REQUIRED ACTION
The word "name" appears in some lines of the entries. Say how many, and give nothing but the number.

[Opening EXTRACTED MATERIAL section]

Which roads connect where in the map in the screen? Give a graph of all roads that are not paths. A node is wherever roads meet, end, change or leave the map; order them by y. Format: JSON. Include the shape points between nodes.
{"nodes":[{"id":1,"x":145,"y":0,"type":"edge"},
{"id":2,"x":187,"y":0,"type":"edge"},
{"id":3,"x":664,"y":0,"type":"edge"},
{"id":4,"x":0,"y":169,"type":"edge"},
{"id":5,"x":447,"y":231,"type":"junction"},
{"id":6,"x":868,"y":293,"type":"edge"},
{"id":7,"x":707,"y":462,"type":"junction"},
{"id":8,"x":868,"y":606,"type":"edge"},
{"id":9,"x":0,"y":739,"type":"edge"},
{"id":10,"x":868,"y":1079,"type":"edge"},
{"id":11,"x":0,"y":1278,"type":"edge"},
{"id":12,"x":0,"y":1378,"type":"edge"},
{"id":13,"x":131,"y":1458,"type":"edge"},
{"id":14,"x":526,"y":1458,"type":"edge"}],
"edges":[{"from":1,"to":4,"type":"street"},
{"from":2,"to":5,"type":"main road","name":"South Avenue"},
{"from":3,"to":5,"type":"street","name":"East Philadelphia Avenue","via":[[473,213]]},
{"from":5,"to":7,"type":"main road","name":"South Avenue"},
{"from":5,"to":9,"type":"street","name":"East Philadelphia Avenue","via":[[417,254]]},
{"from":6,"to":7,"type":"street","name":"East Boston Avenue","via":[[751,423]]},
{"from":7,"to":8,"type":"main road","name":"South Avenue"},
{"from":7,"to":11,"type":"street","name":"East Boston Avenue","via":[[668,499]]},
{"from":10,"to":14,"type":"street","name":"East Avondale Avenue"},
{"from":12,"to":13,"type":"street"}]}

[Closing EXTRACTED MATERIAL section]

ANSWER TO THIS TASK
8